__WORK ITEM__
Which of the lines below include "خیابان"? Each one should be copied out.

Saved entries
────────────────

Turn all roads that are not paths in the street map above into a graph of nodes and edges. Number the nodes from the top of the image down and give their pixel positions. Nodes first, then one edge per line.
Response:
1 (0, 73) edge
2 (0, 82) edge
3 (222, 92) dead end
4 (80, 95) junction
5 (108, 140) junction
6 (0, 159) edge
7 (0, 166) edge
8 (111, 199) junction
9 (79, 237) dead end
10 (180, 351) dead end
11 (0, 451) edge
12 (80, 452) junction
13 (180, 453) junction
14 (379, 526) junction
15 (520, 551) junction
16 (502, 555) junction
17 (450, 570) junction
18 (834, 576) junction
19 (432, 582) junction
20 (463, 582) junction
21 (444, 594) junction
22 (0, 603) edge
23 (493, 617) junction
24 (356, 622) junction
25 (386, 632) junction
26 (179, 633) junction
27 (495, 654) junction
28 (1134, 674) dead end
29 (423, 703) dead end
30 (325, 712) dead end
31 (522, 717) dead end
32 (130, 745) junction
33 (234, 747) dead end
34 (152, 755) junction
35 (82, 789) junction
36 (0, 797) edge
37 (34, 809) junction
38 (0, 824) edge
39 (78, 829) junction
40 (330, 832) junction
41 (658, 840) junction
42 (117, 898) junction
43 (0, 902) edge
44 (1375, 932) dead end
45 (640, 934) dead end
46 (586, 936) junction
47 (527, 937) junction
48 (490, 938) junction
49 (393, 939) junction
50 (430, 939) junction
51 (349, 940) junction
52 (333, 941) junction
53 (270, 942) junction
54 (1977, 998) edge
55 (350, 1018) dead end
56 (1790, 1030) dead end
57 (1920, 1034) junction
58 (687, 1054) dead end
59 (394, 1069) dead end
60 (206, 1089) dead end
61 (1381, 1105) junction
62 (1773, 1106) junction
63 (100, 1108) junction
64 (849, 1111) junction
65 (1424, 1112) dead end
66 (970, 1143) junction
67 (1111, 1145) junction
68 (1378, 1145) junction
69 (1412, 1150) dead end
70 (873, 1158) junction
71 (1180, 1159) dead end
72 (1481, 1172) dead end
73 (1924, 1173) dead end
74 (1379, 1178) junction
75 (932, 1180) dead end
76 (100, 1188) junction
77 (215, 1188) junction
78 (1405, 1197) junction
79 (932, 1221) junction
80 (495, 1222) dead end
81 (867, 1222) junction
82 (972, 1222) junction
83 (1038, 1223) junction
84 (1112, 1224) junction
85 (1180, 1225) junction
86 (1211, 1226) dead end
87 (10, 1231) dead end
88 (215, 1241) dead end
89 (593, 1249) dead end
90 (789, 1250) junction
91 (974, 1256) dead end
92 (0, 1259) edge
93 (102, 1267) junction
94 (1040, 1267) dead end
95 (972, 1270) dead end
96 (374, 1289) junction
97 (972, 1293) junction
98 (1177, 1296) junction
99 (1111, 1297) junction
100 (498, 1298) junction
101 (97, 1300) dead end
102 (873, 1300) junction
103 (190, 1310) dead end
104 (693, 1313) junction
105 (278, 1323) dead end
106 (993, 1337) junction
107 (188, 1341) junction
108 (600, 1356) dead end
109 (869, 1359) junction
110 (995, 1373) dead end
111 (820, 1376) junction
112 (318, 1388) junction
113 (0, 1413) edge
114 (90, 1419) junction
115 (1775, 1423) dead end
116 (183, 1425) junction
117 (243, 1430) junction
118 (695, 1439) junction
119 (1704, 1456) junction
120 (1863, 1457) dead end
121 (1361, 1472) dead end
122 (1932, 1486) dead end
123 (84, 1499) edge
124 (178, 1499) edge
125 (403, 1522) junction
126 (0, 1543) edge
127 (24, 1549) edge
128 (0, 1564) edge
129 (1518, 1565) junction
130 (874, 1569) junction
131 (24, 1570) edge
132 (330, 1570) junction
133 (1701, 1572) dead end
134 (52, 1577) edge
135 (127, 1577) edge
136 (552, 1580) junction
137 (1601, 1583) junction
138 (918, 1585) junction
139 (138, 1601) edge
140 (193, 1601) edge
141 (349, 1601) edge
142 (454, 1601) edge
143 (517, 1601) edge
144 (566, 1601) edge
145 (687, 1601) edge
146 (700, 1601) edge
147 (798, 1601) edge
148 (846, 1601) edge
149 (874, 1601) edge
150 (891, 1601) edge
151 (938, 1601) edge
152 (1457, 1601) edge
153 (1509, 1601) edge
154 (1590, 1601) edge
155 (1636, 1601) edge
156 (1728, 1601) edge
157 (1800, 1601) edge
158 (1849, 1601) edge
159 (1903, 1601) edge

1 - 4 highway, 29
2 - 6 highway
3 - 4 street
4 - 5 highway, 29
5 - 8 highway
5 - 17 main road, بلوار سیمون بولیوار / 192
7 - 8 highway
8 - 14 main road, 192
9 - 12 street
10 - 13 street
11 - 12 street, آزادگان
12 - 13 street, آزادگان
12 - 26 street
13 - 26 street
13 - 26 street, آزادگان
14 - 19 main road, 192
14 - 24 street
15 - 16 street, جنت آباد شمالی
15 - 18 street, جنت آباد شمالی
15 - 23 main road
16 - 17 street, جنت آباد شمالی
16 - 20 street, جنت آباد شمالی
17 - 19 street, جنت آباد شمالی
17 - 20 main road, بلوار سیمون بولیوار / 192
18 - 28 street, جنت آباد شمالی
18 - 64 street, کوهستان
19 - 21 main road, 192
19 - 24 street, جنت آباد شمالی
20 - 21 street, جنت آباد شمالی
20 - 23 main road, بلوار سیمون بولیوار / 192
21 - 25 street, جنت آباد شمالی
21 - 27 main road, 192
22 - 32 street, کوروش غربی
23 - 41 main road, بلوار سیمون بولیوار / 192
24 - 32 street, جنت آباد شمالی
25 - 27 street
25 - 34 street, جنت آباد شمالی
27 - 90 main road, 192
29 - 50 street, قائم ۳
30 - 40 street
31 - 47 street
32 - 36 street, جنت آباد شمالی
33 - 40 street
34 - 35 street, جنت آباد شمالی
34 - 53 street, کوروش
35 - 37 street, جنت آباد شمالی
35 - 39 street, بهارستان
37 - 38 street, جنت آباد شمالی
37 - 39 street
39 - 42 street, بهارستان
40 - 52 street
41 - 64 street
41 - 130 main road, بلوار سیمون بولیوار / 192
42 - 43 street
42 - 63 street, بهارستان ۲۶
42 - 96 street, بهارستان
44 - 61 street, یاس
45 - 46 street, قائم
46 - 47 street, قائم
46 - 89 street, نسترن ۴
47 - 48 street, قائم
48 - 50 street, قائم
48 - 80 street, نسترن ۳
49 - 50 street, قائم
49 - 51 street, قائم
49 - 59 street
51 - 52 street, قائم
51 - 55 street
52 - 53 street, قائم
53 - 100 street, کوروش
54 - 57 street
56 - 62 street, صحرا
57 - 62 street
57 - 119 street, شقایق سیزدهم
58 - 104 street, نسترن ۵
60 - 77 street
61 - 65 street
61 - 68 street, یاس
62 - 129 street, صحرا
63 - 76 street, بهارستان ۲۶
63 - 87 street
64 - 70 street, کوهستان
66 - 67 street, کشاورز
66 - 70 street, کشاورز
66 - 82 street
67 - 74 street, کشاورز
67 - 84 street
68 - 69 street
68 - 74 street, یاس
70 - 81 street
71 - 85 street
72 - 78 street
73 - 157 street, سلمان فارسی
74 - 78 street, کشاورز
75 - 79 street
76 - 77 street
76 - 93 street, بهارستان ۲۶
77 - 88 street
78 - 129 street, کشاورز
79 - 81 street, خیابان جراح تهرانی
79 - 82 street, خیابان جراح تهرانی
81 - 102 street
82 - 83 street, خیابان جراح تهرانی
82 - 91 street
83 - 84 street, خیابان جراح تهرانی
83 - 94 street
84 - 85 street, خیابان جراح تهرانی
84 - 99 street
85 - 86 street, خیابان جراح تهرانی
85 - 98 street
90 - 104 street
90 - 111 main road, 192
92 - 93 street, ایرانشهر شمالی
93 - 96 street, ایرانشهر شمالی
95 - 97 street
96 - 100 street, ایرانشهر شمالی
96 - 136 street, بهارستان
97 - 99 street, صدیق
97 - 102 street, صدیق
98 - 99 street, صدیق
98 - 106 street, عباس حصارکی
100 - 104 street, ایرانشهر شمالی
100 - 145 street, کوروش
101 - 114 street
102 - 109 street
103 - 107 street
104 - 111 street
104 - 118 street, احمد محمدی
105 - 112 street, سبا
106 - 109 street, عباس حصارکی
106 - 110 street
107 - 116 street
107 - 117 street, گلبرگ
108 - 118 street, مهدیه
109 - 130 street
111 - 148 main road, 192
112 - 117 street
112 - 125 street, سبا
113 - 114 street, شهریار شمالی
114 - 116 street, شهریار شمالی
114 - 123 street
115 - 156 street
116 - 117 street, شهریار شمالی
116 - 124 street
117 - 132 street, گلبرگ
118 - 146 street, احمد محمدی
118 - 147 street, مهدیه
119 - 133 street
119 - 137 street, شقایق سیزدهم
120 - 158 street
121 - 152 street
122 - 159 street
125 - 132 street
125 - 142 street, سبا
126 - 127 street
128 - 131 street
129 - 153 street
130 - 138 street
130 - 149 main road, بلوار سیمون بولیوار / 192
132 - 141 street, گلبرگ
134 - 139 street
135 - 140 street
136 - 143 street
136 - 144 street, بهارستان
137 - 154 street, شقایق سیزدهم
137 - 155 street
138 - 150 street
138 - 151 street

────────────────

__SOLUTION TO THIS PROBLEM__
79 - 81 street, خیابان جراح تهرانی
79 - 82 street, خیابان جراح تهرانی
82 - 83 street, خیابان جراح تهرانی
83 - 84 street, خیابان جراح تهرانی
84 - 85 street, خیابان جراح تهرانی
85 - 86 street, خیابان جراح تهرانی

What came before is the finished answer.